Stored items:
┄┄┄┄┄┄
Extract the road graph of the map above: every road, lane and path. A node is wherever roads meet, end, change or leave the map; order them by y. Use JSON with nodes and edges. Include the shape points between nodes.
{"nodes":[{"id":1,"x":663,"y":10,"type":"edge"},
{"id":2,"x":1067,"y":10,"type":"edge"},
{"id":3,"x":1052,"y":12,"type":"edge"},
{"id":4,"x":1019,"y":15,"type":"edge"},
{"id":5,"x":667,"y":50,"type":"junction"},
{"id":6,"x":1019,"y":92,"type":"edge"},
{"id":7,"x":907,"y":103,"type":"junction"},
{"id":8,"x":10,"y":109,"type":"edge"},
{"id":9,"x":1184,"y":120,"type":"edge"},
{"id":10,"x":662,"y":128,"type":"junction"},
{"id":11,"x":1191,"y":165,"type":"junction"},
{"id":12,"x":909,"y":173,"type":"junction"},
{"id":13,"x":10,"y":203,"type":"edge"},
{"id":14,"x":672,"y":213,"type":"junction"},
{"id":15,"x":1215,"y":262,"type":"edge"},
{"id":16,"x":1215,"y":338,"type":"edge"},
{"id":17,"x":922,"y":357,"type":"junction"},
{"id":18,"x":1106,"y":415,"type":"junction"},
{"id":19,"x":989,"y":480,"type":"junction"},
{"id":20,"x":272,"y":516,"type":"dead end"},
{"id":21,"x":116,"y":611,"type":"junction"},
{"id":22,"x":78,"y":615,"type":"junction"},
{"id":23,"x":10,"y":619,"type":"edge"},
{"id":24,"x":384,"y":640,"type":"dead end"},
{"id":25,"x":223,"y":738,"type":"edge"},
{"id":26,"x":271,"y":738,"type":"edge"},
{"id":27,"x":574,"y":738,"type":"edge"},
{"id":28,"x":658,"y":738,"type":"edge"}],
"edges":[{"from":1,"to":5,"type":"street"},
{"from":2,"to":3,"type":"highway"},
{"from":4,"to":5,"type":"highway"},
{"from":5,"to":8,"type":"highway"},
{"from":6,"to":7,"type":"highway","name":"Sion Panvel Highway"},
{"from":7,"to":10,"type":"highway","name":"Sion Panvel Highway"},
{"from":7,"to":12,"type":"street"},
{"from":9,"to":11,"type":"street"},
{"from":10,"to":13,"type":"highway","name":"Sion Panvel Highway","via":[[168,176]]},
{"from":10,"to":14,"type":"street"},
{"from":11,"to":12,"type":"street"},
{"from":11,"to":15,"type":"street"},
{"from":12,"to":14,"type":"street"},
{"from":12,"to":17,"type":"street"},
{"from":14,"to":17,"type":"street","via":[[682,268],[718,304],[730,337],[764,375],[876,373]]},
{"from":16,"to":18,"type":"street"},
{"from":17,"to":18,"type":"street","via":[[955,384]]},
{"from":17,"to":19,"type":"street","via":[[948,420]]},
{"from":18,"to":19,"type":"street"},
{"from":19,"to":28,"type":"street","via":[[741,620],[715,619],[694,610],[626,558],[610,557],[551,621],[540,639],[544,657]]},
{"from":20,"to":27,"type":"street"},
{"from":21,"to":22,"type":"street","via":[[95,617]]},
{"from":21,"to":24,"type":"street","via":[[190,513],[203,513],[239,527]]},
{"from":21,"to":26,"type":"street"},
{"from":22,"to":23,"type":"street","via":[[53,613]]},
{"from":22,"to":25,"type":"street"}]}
┄┄┄┄┄┄
Task item: Your task is to retype all of the records exactly.

Problem solution:
Extract the road graph of the map above: every road, lane and path. A node is wherever roads meet, end, change or leave the map; order them by y. Use JSON with nodes and edges. Include the shape points between nodes.
{"nodes":[{"id":1,"x":663,"y":10,"type":"edge"},
{"id":2,"x":1067,"y":10,"type":"edge"},
{"id":3,"x":1052,"y":12,"type":"edge"},
{"id":4,"x":1019,"y":15,"type":"edge"},
{"id":5,"x":667,"y":50,"type":"junction"},
{"id":6,"x":1019,"y":92,"type":"edge"},
{"id":7,"x":907,"y":103,"type":"junction"},
{"id":8,"x":10,"y":109,"type":"edge"},
{"id":9,"x":1184,"y":120,"type":"edge"},
{"id":10,"x":662,"y":128,"type":"junction"},
{"id":11,"x":1191,"y":165,"type":"junction"},
{"id":12,"x":909,"y":173,"type":"junction"},
{"id":13,"x":10,"y":203,"type":"edge"},
{"id":14,"x":672,"y":213,"type":"junction"},
{"id":15,"x":1215,"y":262,"type":"edge"},
{"id":16,"x":1215,"y":338,"type":"edge"},
{"id":17,"x":922,"y":357,"type":"junction"},
{"id":18,"x":1106,"y":415,"type":"junction"},
{"id":19,"x":989,"y":480,"type":"junction"},
{"id":20,"x":272,"y":516,"type":"dead end"},
{"id":21,"x":116,"y":611,"type":"junction"},
{"id":22,"x":78,"y":615,"type":"junction"},
{"id":23,"x":10,"y":619,"type":"edge"},
{"id":24,"x":384,"y":640,"type":"dead end"},
{"id":25,"x":223,"y":738,"type":"edge"},
{"id":26,"x":271,"y":738,"type":"edge"},
{"id":27,"x":574,"y":738,"type":"edge"},
{"id":28,"x":658,"y":738,"type":"edge"}],
"edges":[{"from":1,"to":5,"type":"street"},
{"from":2,"to":3,"type":"highway"},
{"from":4,"to":5,"type":"highway"},
{"from":5,"to":8,"type":"highway"},
{"from":6,"to":7,"type":"highway","name":"Sion Panvel Highway"},
{"from":7,"to":10,"type":"highway","name":"Sion Panvel Highway"},
{"from":7,"to":12,"type":"street"},
{"from":9,"to":11,"type":"street"},
{"from":10,"to":13,"type":"highway","name":"Sion Panvel Highway","via":[[168,176]]},
{"from":10,"to":14,"type":"street"},
{"from":11,"to":12,"type":"street"},
{"from":11,"to":15,"type":"street"},
{"from":12,"to":14,"type":"street"},
{"from":12,"to":17,"type":"street"},
{"from":14,"to":17,"type":"street","via":[[682,268],[718,304],[730,337],[764,375],[876,373]]},
{"from":16,"to":18,"type":"street"},
{"from":17,"to":18,"type":"street","via":[[955,384]]},
{"from":17,"to":19,"type":"street","via":[[948,420]]},
{"from":18,"to":19,"type":"street"},
{"from":19,"to":28,"type":"street","via":[[741,620],[715,619],[694,610],[626,558],[610,557],[551,621],[540,639],[544,657]]},
{"from":20,"to":27,"type":"street"},
{"from":21,"to":22,"type":"street","via":[[95,617]]},
{"from":21,"to":24,"type":"street","via":[[190,513],[203,513],[239,527]]},
{"from":21,"to":26,"type":"street"},
{"from":22,"to":23,"type":"street","via":[[53,613]]},
{"from":22,"to":25,"type":"street"}]}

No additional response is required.